Donang Wahyu | KATADATA
Penulis: Desy Setyowati
Editor: Pingit Aria
21/11/2017, 17.38 WIB

Menteri Keuangan periode 2013-2014 Muhammad Chatib Basri dan Ekonom Development Bank of Singapore (DBS) Gundy Cahyadi menilai risiko investasi pada tahun politik di Indonesia terbilang kecil. Karena itu, keduanya menganjurkan para pemodal untuk tetap berinvestasi pada Pemilihan Kepala Daerah (Pilkada) juga Pemilihan Presiden (Pilpres), 2018-2019.

Chatib menyatakan, ada kecenderungan pelaku bisnis untuk menahan diri dari rencana ekspansi. “Di situasi uncertainty (dengan adanya Pilkada dan Pilpres), orang akan cenderung memilih pegang cash,” ujarnya saat acara DBS Asian Insight Conference di Hotel Mulia, Jakarta, Selasa (21/11).

Hanya, menghadapi Pilkada dan Pilpres dalam dua tahun ke depan, ia menyarankan agar para pebisnis berinvestasi sejak dini. Bukan hanya karena  proses demokrasi di Indonesia yang selalu berjalan stabil, tetapi juga karena prospek pertumbuhan ekonomi yang membaik.

Pada 2019, menurut Chatib, semestinya Indonesia sudah bisa menikmati hasil dari pembangunan infrastruktur yang gencar dibangun sejak 2015. “2019 itu prospeknya lebih bagus.
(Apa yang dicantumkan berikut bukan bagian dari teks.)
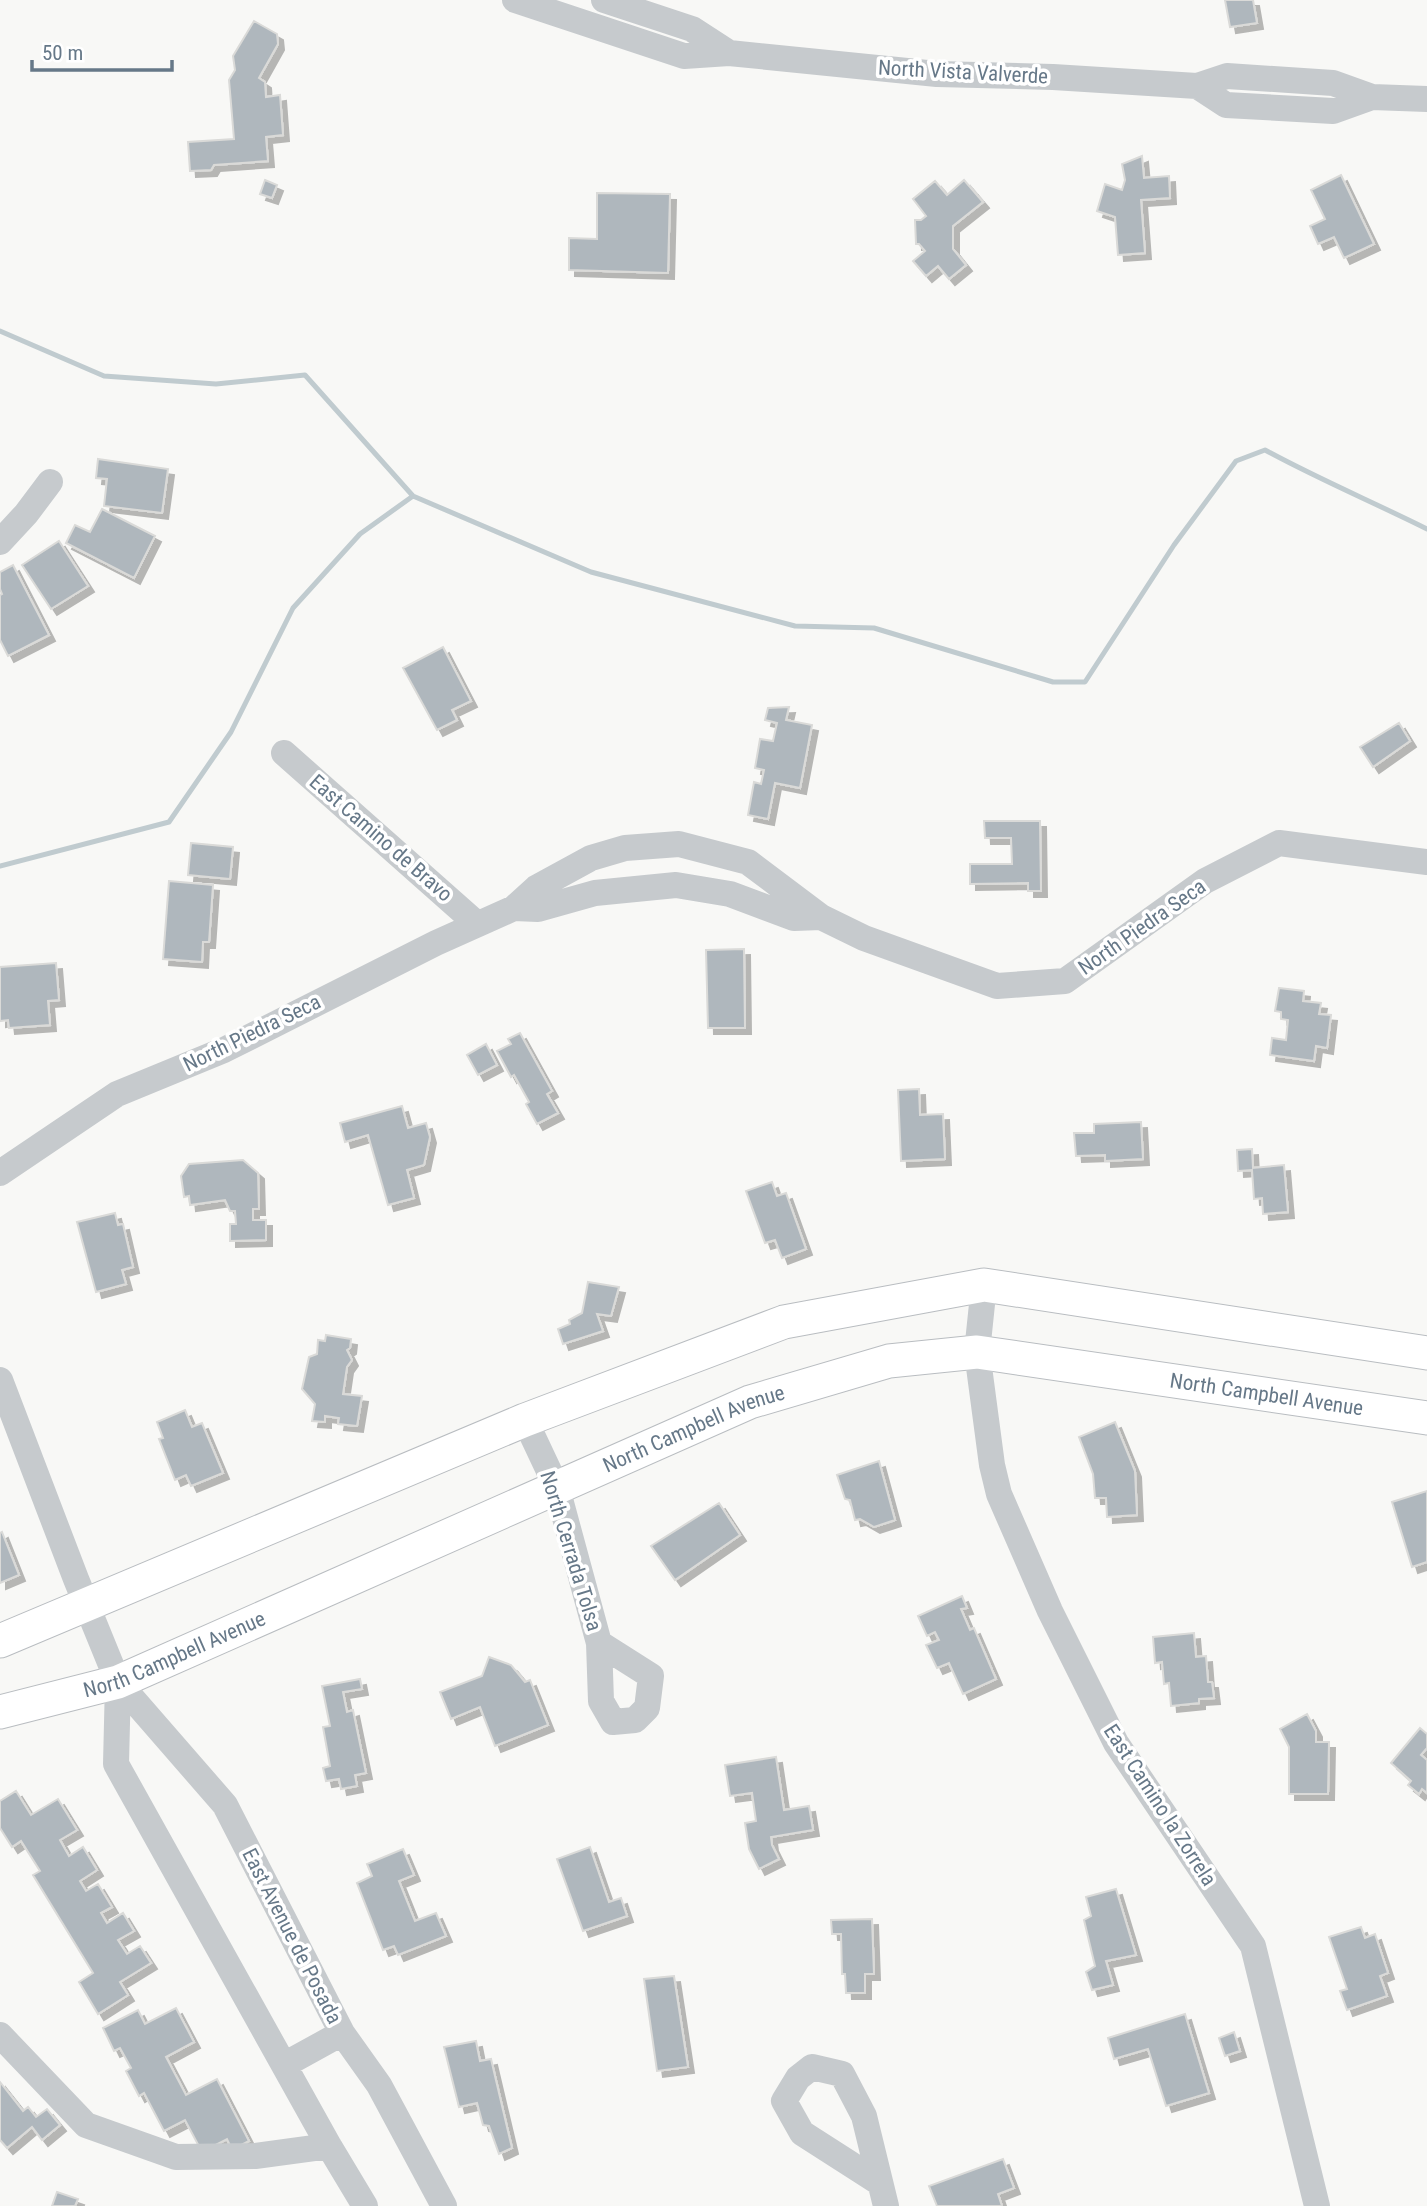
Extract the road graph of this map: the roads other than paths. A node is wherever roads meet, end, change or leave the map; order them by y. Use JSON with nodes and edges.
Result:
{"nodes":[{"id":1,"x":515,"y":0,"type":"edge"},
{"id":2,"x":604,"y":0,"type":"edge"},
{"id":3,"x":729,"y":53,"type":"junction"},
{"id":4,"x":1427,"y":99,"type":"edge"},
{"id":5,"x":50,"y":482,"type":"dead end"},
{"id":6,"x":0,"y":542,"type":"edge"},
{"id":7,"x":284,"y":753,"type":"dead end"},
{"id":8,"x":1427,"y":862,"type":"edge"},
{"id":9,"x":514,"y":908,"type":"junction"},
{"id":10,"x":821,"y":917,"type":"junction"},
{"id":11,"x":477,"y":924,"type":"junction"},
{"id":12,"x":0,"y":1173,"type":"edge"},
{"id":13,"x":984,"y":1284,"type":"junction"},
{"id":14,"x":977,"y":1352,"type":"junction"},
{"id":15,"x":1427,"y":1353,"type":"edge"},
{"id":16,"x":0,"y":1380,"type":"edge"},
{"id":17,"x":1427,"y":1418,"type":"edge"},
{"id":18,"x":525,"y":1420,"type":"junction"},
{"id":19,"x":557,"y":1488,"type":"junction"},
{"id":20,"x":86,"y":1605,"type":"junction"},
{"id":21,"x":0,"y":1641,"type":"edge"},
{"id":22,"x":599,"y":1643,"type":"dead end"},
{"id":23,"x":118,"y":1682,"type":"junction"},
{"id":24,"x":0,"y":1712,"type":"edge"},
{"id":25,"x":342,"y":2033,"type":"junction"},
{"id":26,"x":0,"y":2035,"type":"edge"},
{"id":27,"x":284,"y":2065,"type":"junction"},
{"id":28,"x":329,"y":2146,"type":"junction"},
{"id":29,"x":365,"y":2206,"type":"edge"},
{"id":30,"x":444,"y":2206,"type":"edge"},
{"id":31,"x":1317,"y":2206,"type":"edge"}],
"edges":[{"from":1,"to":3,"type":"street","name":"North Vista Valverde"},
{"from":2,"to":3,"type":"street","name":"North Vista Valverde"},
{"from":3,"to":4,"type":"street","name":"North Vista Valverde"},
{"from":5,"to":6,"type":"street"},
{"from":7,"to":11,"type":"street","name":"East Camino de Bravo"},
{"from":8,"to":10,"type":"street","name":"North Piedra Seca"},
{"from":9,"to":10,"type":"street","name":"North Piedra Seca"},
{"from":9,"to":10,"type":"street","name":"North Piedra Seca"},
{"from":9,"to":11,"type":"street","name":"North Piedra Seca"},
{"from":11,"to":12,"type":"street","name":"North Piedra Seca"},
{"from":13,"to":14,"type":"street","name":"East Camino la Zorrela"},
{"from":13,"to":15,"type":"main road"},
{"from":13,"to":18,"type":"main road"},
{"from":14,"to":17,"type":"main road","name":"North Campbell Avenue"},
{"from":14,"to":19,"type":"main road","name":"North Campbell Avenue"},
{"from":14,"to":31,"type":"street","name":"East Camino la Zorrela"},
{"from":16,"to":20,"type":"street"},
{"from":18,"to":19,"type":"street","name":"North Cerrada Tolsa"},
{"from":18,"to":20,"type":"main road"},
{"from":19,"to":22,"type":"street","name":"North Cerrada Tolsa"},
{"from":19,"to":23,"type":"main road","name":"North Campbell Avenue"},
{"from":20,"to":21,"type":"main road"},
{"from":20,"to":23,"type":"street","name":"East Avenue de Posada"},
{"from":23,"to":24,"type":"main road","name":"North Campbell Avenue"},
{"from":23,"to":25,"type":"street","name":"East Avenue de Posada"},
{"from":23,"to":27,"type":"street","name":"East Avenue de Posada"},
{"from":25,"to":27,"type":"street"},
{"from":25,"to":30,"type":"street","name":"East Avenue de Posada"},
{"from":26,"to":28,"type":"street"},
{"from":27,"to":28,"type":"street","name":"East Avenue de Posada"},
{"from":28,"to":29,"type":"street","name":"East Avenue de Posada"}]}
Menurut saya, ini kesempatan yang baik untuk investasi ketika orang (lain) belum melihat (prospek) itu,” kata dia.

(Baca juga: Suhu Politik Menghangat, Pemerintah Sengaja Buat APBN 2018 Konservatif)

Senada dengan Chatib, Gundy juga memandang kekhawatiran akan terjadinya gejolak ekonomi pada pesta demokrasi semestinya tak menjadi alasan pelaku bisnis menahan diri. Sebab secara fundamental, ekonomi Indonesia masih dalam koridor yang positif.
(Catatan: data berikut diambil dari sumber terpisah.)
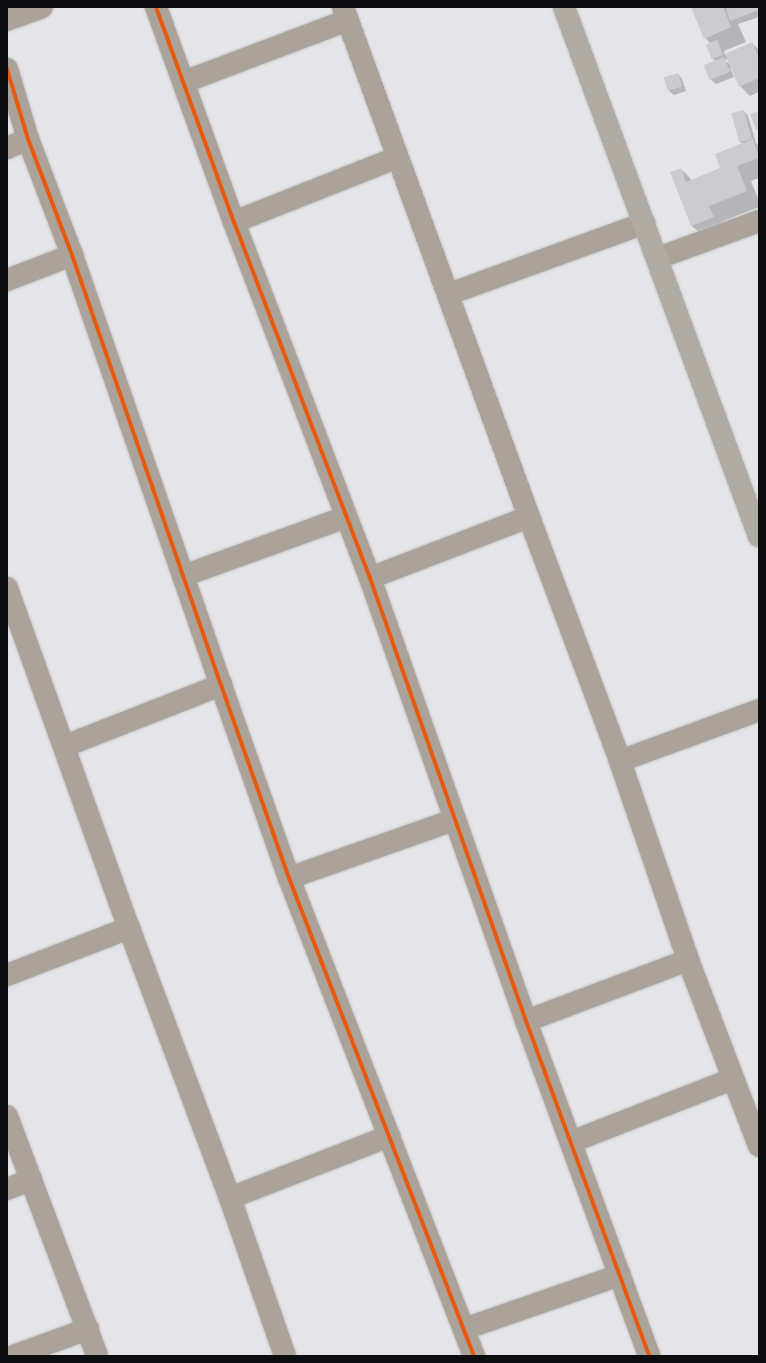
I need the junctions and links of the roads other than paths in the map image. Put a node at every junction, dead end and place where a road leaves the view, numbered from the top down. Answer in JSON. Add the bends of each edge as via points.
{"nodes":[{"id":1,"x":42,"y":7,"type":"edge"},
{"id":2,"x":156,"y":7,"type":"edge"},
{"id":3,"x":564,"y":7,"type":"edge"},
{"id":4,"x":345,"y":14,"type":"edge"},
{"id":5,"x":7,"y":20,"type":"edge"},
{"id":6,"x":7,"y":70,"type":"edge"},
{"id":7,"x":184,"y":82,"type":"junction"},
{"id":8,"x":28,"y":139,"type":"junction"},
{"id":9,"x":7,"y":148,"type":"edge"},
{"id":10,"x":398,"y":157,"type":"junction"},
{"id":11,"x":759,"y":221,"type":"edge"},
{"id":12,"x":234,"y":222,"type":"junction"},
{"id":13,"x":644,"y":223,"type":"junction"},
{"id":14,"x":72,"y":255,"type":"junction"},
{"id":15,"x":658,"y":258,"type":"junction"},
{"id":16,"x":7,"y":280,"type":"edge"},
{"id":17,"x":449,"y":294,"type":"junction"},
{"id":18,"x":346,"y":517,"type":"junction"},
{"id":19,"x":529,"y":517,"type":"junction"},
{"id":20,"x":759,"y":536,"type":"edge"},
{"id":21,"x":183,"y":576,"type":"junction"},
{"id":22,"x":370,"y":578,"type":"junction"},
{"id":23,"x":7,"y":588,"type":"edge"},
{"id":24,"x":221,"y":685,"type":"junction"},
{"id":25,"x":759,"y":710,"type":"edge"},
{"id":26,"x":65,"y":746,"type":"junction"},
{"id":27,"x":620,"y":761,"type":"junction"},
{"id":28,"x":454,"y":820,"type":"junction"},
{"id":29,"x":289,"y":878,"type":"junction"},
{"id":30,"x":129,"y":928,"type":"junction"},
{"id":31,"x":688,"y":960,"type":"junction"},
{"id":32,"x":7,"y":975,"type":"edge"},
{"id":33,"x":526,"y":1020,"type":"junction"},
{"id":34,"x":733,"y":1079,"type":"junction"},
{"id":35,"x":7,"y":1116,"type":"edge"},
{"id":36,"x":389,"y":1136,"type":"junction"},
{"id":37,"x":571,"y":1142,"type":"junction"},
{"id":38,"x":759,"y":1146,"type":"edge"},
{"id":39,"x":31,"y":1180,"type":"junction"},
{"id":40,"x":7,"y":1189,"type":"edge"},
{"id":41,"x":230,"y":1198,"type":"junction"},
{"id":42,"x":620,"y":1275,"type":"junction"},
{"id":43,"x":88,"y":1329,"type":"junction"},
{"id":44,"x":464,"y":1329,"type":"junction"},
{"id":45,"x":13,"y":1356,"type":"edge"},
{"id":46,"x":98,"y":1356,"type":"edge"},
{"id":47,"x":285,"y":1356,"type":"edge"},
{"id":48,"x":474,"y":1356,"type":"edge"},
{"id":49,"x":649,"y":1356,"type":"edge"}],
"edges":[{"from":1,"to":5,"type":"street"},
{"from":2,"to":7,"type":"street"},
{"from":3,"to":13,"type":"street"},
{"from":4,"to":7,"type":"street"},
{"from":4,"to":10,"type":"street"},
{"from":6,"to":8,"type":"street"},
{"from":7,"to":12,"type":"street"},
{"from":8,"to":9,"type":"street"},
{"from":8,"to":14,"type":"street"},
{"from":10,"to":12,"type":"street"},
{"from":10,"to":17,"type":"street"},
{"from":11,"to":15,"type":"street"},
{"from":12,"to":18,"type":"street"},
{"from":13,"to":15,"type":"street"},
{"from":13,"to":17,"type":"street"},
{"from":14,"to":16,"type":"street"},
{"from":14,"to":21,"type":"street"},
{"from":15,"to":20,"type":"street"},
{"from":17,"to":19,"type":"street"},
{"from":18,"to":21,"type":"street"},
{"from":18,"to":22,"type":"street"},
{"from":19,"to":22,"type":"street"},
{"from":19,"to":27,"type":"street"},
{"from":21,"to":24,"type":"street"},
{"from":22,"to":28,"type":"street"},
{"from":23,"to":26,"type":"street"},
{"from":24,"to":26,"type":"street"},
{"from":24,"to":29,"type":"street"},
{"from":25,"to":27,"type":"street"},
{"from":26,"to":30,"type":"street"},
{"from":27,"to":31,"type":"street"},
{"from":28,"to":29,"type":"street"},
{"from":28,"to":33,"type":"street"},
{"from":29,"to":36,"type":"street"},
{"from":30,"to":32,"type":"street"},
{"from":30,"to":41,"type":"street"},
{"from":31,"to":33,"type":"street"},
{"from":31,"to":34,"type":"street"},
{"from":33,"to":37,"type":"street"},
{"from":34,"to":37,"type":"street"},
{"from":34,"to":38,"type":"street"},
{"from":35,"to":39,"type":"street"},
{"from":36,"to":41,"type":"street"},
{"from":36,"to":44,"type":"street"},
{"from":37,"to":42,"type":"street"},
{"from":39,"to":40,"type":"street"},
{"from":39,"to":43,"type":"street"},
{"from":41,"to":47,"type":"street"},
{"from":42,"to":44,"type":"street"},
{"from":42,"to":49,"type":"street"},
{"from":43,"to":45,"type":"street"},
{"from":43,"to":46,"type":"street"},
{"from":44,"to":48,"type":"street"}]}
Rupiah, misalnya, stabil di kisaran Rp 13.500 per dolar Amerika Serikat (AS). Inflasi juga terjaga di sekitar 3-3,5 persen. Begitu juga dengan defisit transaksi berjalan (current account defisit/CAD) yang terjaga rendah di bawah 2% dari Produk Domestik Bruto (PDB).

Political risk di Indonesia termasuk rendah,” tutur Gundy. Ia menambahkan, “Political risk rendah. Ini kondisinya favourable.”
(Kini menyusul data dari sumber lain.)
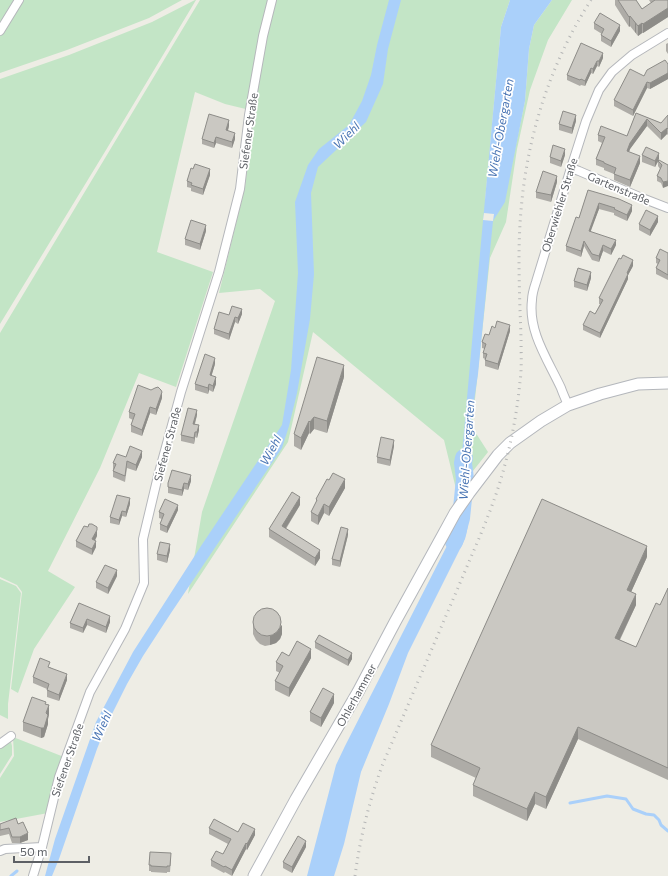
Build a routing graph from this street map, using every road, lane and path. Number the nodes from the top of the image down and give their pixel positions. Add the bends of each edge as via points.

Secara umum, Executive Director of Indonesian Politic Indicator and Research Institution Burhanuddin Muhtadi menjelaskan, ada beberapa faktor yang akan memengaruhi proses pemilihan presiden.

Salah satunya, kemungkinan Mahkamah Konstitusi melakukan uji materi atas aturan ambang batas pencalonan presiden atau presidential threshold 20%. Jika dikabulkan, maka calon presiden berpeluang lebih dari dua kandidat. Dengan demikian, ia menduga proses Pilpres tak akan selesai dalam satu putaran. Dalam kondisi ini, menurut dia peluang bagi Presiden Joko Widodo untuk terpilih lagi akan berkurang.

(Baca juga: Jokowi: Elite Politik Tak Memberi Pendidikan yang Baik)

Selain itu, elektabilitas Joko Widodo pada 2019 disebutnya masih lebih rendah dibanding Susilo Bambang Yudhoyono saat akan mencalonkan lagi di 2009. “Karena dia (SBY) didukung banyak kalangan. Kalau sekarang, dia (Jokowi) kurang dukungan dari kelompok muslim,” kata Burhanuddin.